Борька Авдеев рассказывал какую-то завиральную историю, как он прошлым летом ходил с отцом на охоту и даже стрелял из охотничьего ружья. «Бабах — и наповал!» — кричал он, изображая, будто держит в руках ружьё. Ему мешала сползающая с плеча сумка с книгами, но Борис не обращал на это внимания. «Бабах — и снова наповал!» Коренькову было ясно и понятно, что Борька врёт, но он не спорил, шагал молча. А Наташа вдруг остановилась и сказала:
— Знаете что? Давайте обойдём квартиры!
— Какие квартиры? — не понял Кореньков.
— В сиреневом доме. Будем заходить и спрашивать, не живёт ли Иван Иванович. А вдруг найдём его?
— Да ты что! Там целый месяц ходить! — возразил Борис Авдеев. Но Наташа Бочкарёва, тихая девочка Наташа, упрямо сказала:
— Месяц так месяц. Надо идти!
Анна Николаевна вышла на кухню подогреть обед. Нины не было — то ли сидела в своей комнате и всё ещё переживала ссору с Сашей, то ли ушла на работу. Анна Николаевна остановилась, посмотрела на пустое место, где столько лет стоял её столик, а в последние годы кухонный шкафчик Валентины, и ей стало грустно. Не то, чтобы она жалела о Валентине — чего о ней жалеть, меньше крику и свары. Федя? Да, конечно, мальчик Федюшка, уже не первой молодости мужчина по имени Фёдор — это кусок её жизни. Но за него, за Фёдора, можно только порадоваться. Получил квартиру. Отдельную. Теперь все хотят — отдельную.

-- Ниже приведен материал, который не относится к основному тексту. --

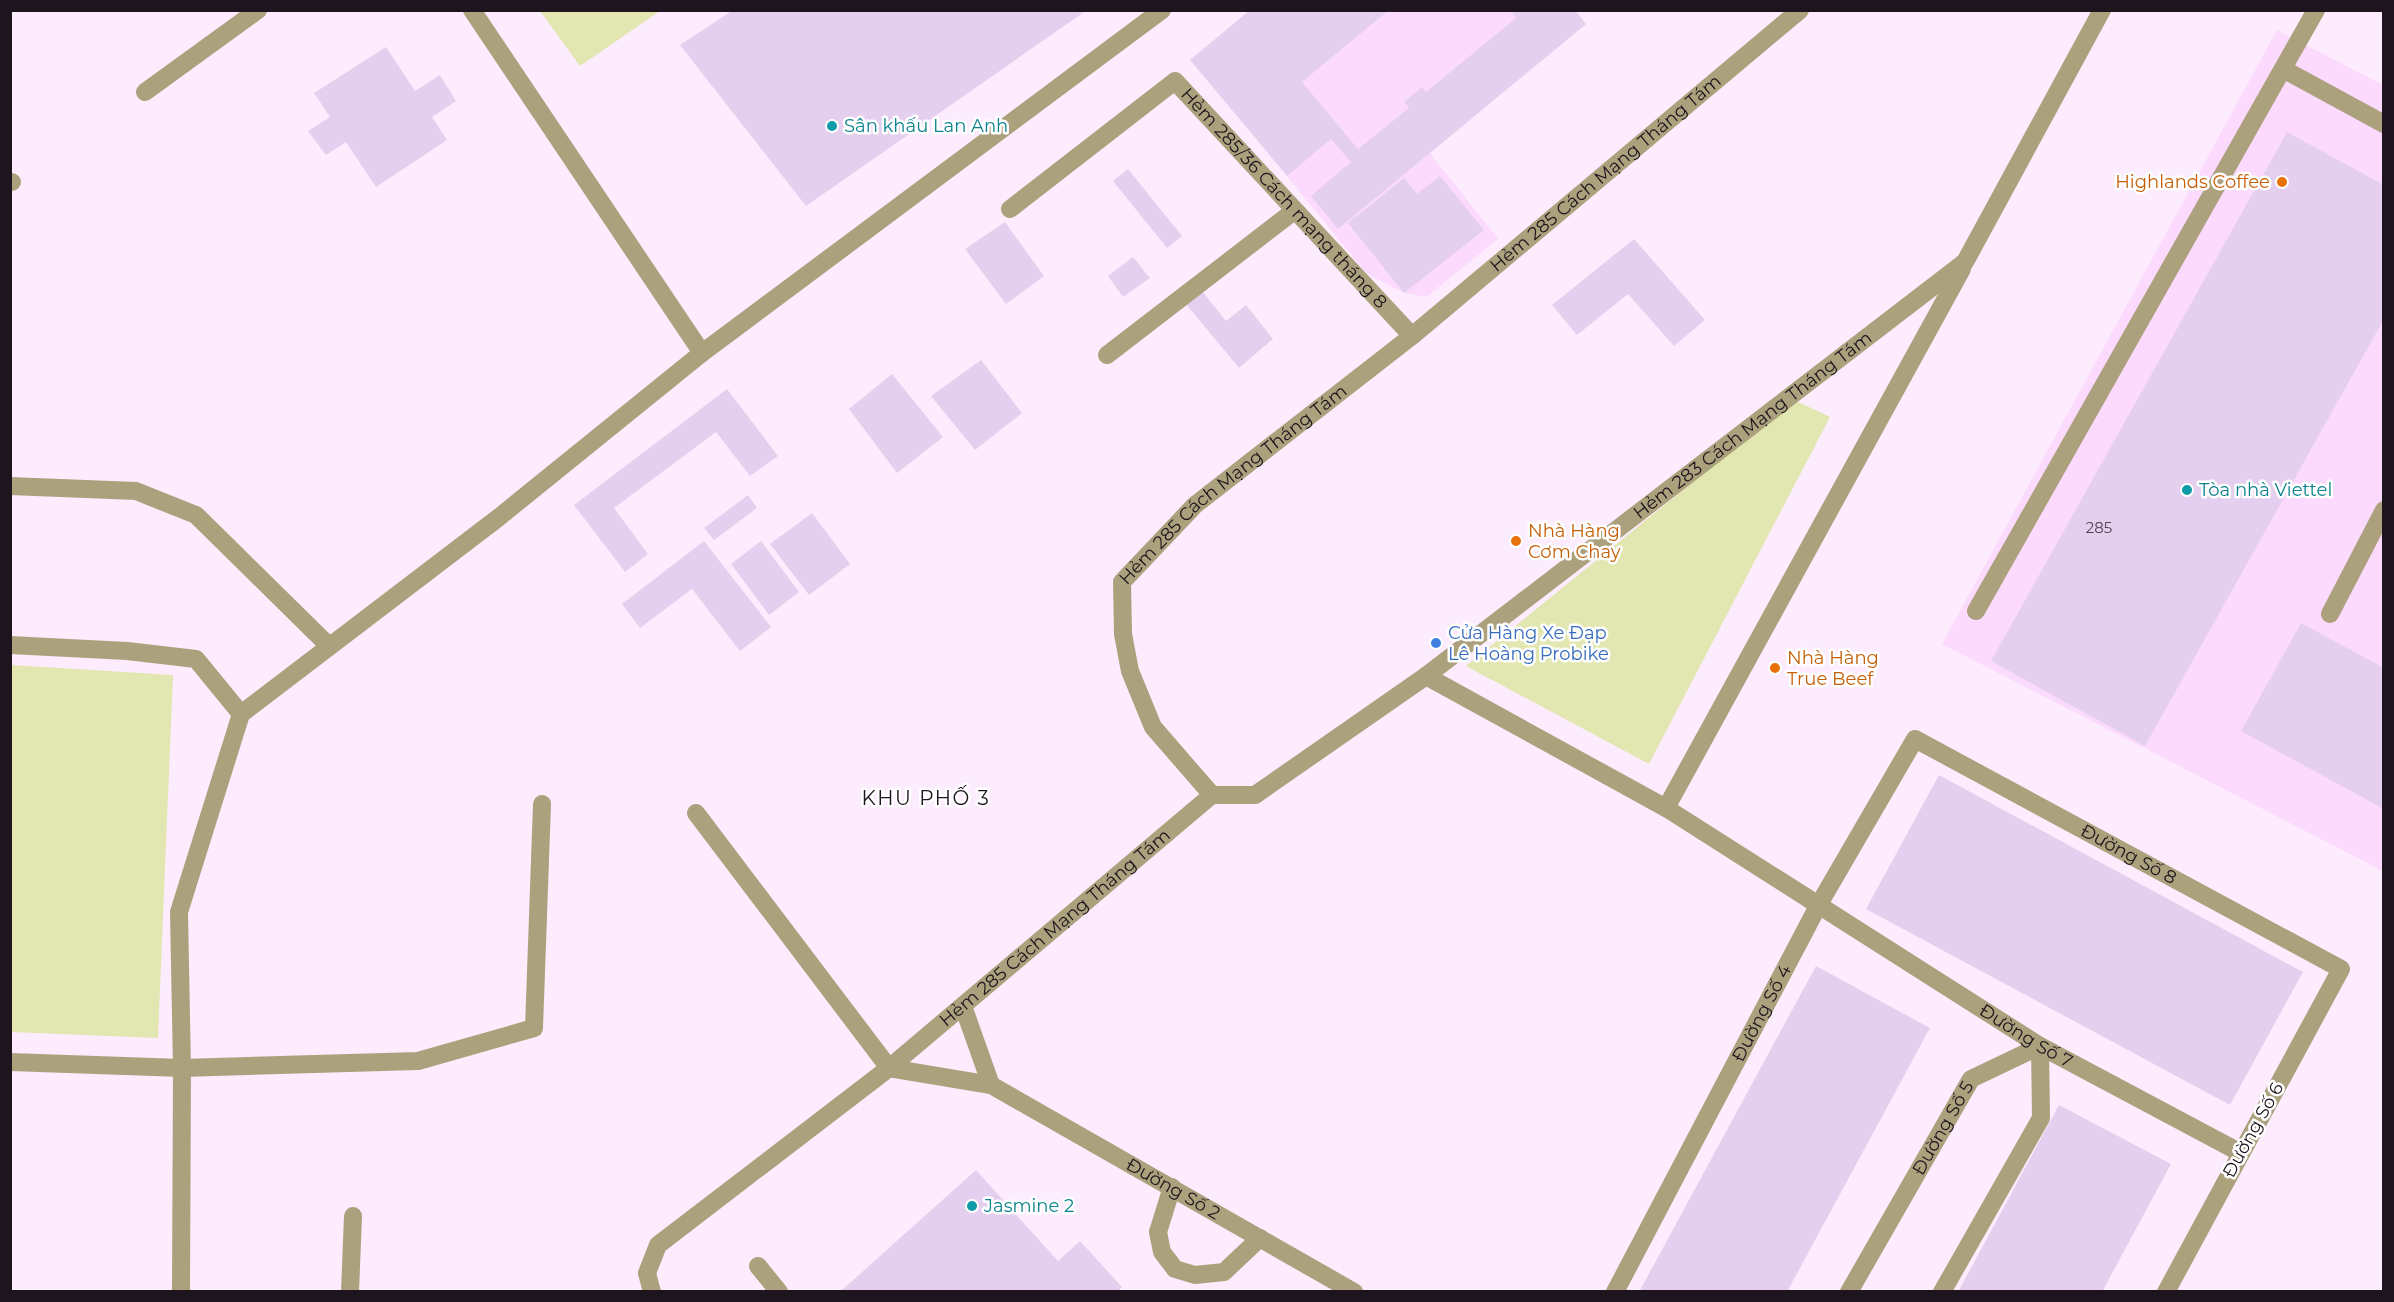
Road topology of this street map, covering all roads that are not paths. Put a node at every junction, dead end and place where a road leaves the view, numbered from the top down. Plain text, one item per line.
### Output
1 (258, 10) edge
2 (472, 10) edge
3 (1162, 10) edge
4 (1800, 10) edge
5 (2102, 10) edge
6 (2316, 10) edge
7 (2283, 69) junction
8 (145, 92) dead end
9 (2384, 124) edge
10 (1010, 209) dead end
11 (1294, 211) junction
12 (1965, 262) junction
13 (1412, 336) junction
14 (702, 353) junction
15 (1107, 355) dead end
16 (10, 486) edge
17 (2384, 510) edge
18 (1976, 611) dead end
19 (2330, 614) dead end
20 (10, 645) edge
21 (329, 646) junction
22 (1426, 676) junction
23 (242, 714) junction
24 (1915, 739) joint
25 (1212, 795) junction
26 (542, 804) dead end
27 (1666, 808) junction
28 (696, 813) dead end
29 (1818, 906) junction
30 (2341, 969) joint
31 (963, 1006) junction
32 (2040, 1046) junction
33 (10, 1062) edge
34 (182, 1068) junction
35 (889, 1068) junction
36 (992, 1085) junction
37 (2241, 1153) junction
38 (1172, 1187) junction
39 (353, 1216) dead end
40 (1260, 1238) junction
41 (758, 1266) dead end
42 (181, 1292) edge
43 (351, 1292) edge
44 (652, 1292) edge
45 (779, 1292) edge
46 (1354, 1292) edge
47 (1615, 1292) edge
48 (1850, 1292) edge
49 (1941, 1292) edge
50 (2166, 1292) edge

1 - 8 street
2 - 14 street
3 - 14 street
4 - 13 street, Hẻm 285 Cách Mạng Tháng Tám
5 - 12 street, Hẻm 283 Cách Mạng Tháng Tám
6 - 7 street
7 - 9 street
7 - 18 street
10 - 11 street, Hẻm 285/36 Cách mạng tháng 8
11 - 13 street, Hẻm 285/36 Cách mạng tháng 8
11 - 15 street
12 - 22 street, Hẻm 283 Cách Mạng Tháng Tám
12 - 27 street, Hẻm 283 Cách Mạng Tháng Tám
13 - 25 street, Hẻm 285 Cách Mạng Tháng Tám
14 - 21 street
16 - 21 street
17 - 19 street
20 - 23 street
21 - 23 street
22 - 25 street, Hẻm 283 Cách Mạng Tháng Tám
22 - 27 street
23 - 34 street
24 - 29 street, Đường Số 4
24 - 30 street, Đường Số 8
25 - 31 street, Hẻm 285 Cách Mạng Tháng Tám
26 - 34 street
27 - 29 street
28 - 35 street
29 - 32 street, Đường Số 7
29 - 47 street, Đường Số 4
30 - 37 street, Đường Số 6
31 - 35 street, Hẻm 285 Cách Mạng Tháng Tám
31 - 36 street
32 - 37 street, Đường Số 7
32 - 48 street, Đường Số 5
32 - 49 street
33 - 34 street
34 - 42 street
35 - 36 street, Đường Số 2
35 - 44 street, Hẻm 285 Cách Mạng Tháng Tám
36 - 38 street, Đường Số 2
37 - 50 street, Đường Số 6
38 - 40 street, Đường Số 2
38 - 40 street
39 - 43 street
40 - 46 street, Đường Số 2
41 - 45 street

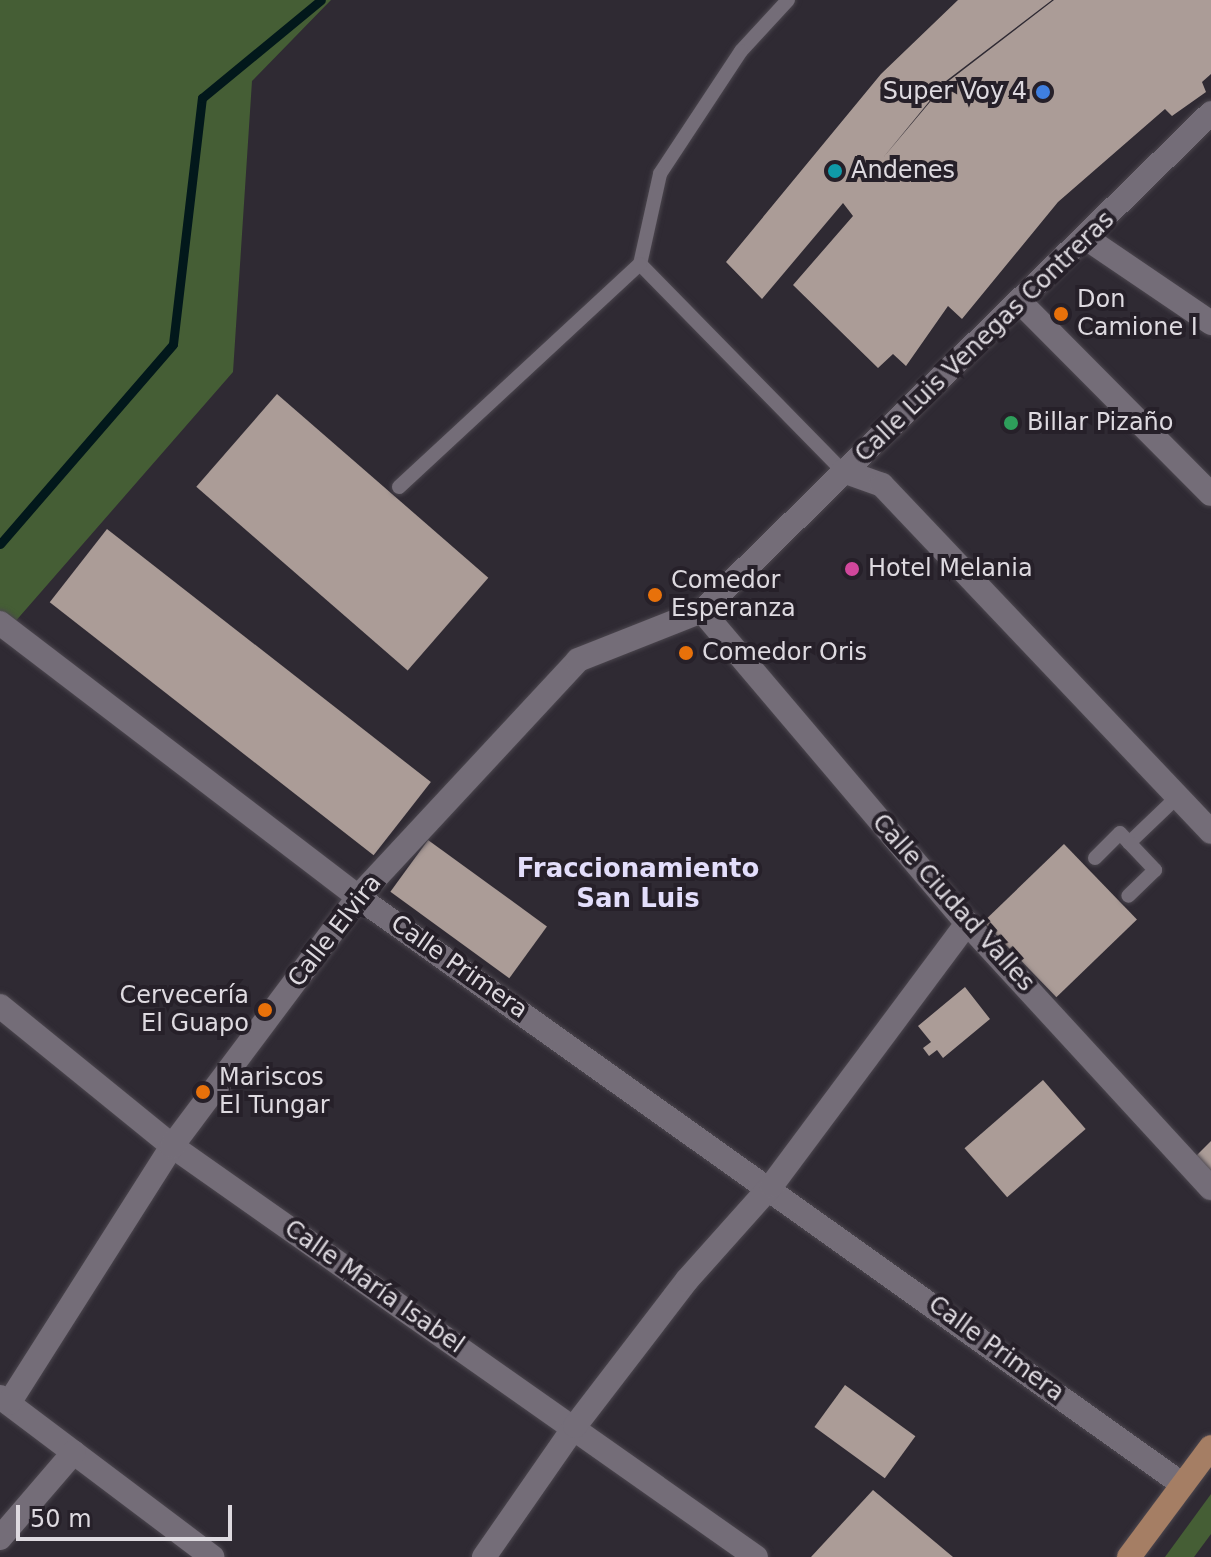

Так, наверное, и должно быть. На зияющее пустотой место возле окошка можно обратно поставить её столик. Ещё на днях Нина так и сказала: «Вот уедет Валентина, мы с Сашей ваш столик поставим к окошку. Там удобней, чем у дверей. А вы тут, в этой квартире, столько лет». А ей зачем? У дверей так у дверей. Много ли ей надо? Были бы рядом люди!
А они уходили. Одни — из жизни. Как её муж, Фёдор Алексеевич, как её сын, Павел. Как сосед и друг Ивантеев. Как родители Фёдора. Другие просто уезжали или отходили, занятые своей жизнью, своими делами, своими детьми, а потом детьми своих детей. А она оставалась одна. Одна — без мужа, без сына, без его так и не родившихся детей. Впрочем, одна ли? Ведь скоро должны явиться дети. Пусть не её, но всё равно они придут к ней. Шумный, непоседливый, лохматый мальчишка, чей кораблик стоит на этажерке Павлика, а с ним — как когда — иной раз высокий, говорливый, бестолково размахивающий руками, или маленький, худенький, с альбомом, который рисовал собаку, или тихая девочка в школьном коричневом платье. Они будут играть с собакой, баловаться, хохотать. Если они заявятся прямо из школы, она поставит на стол тарелки, нальёт им супу и будет смотреть, как они едят.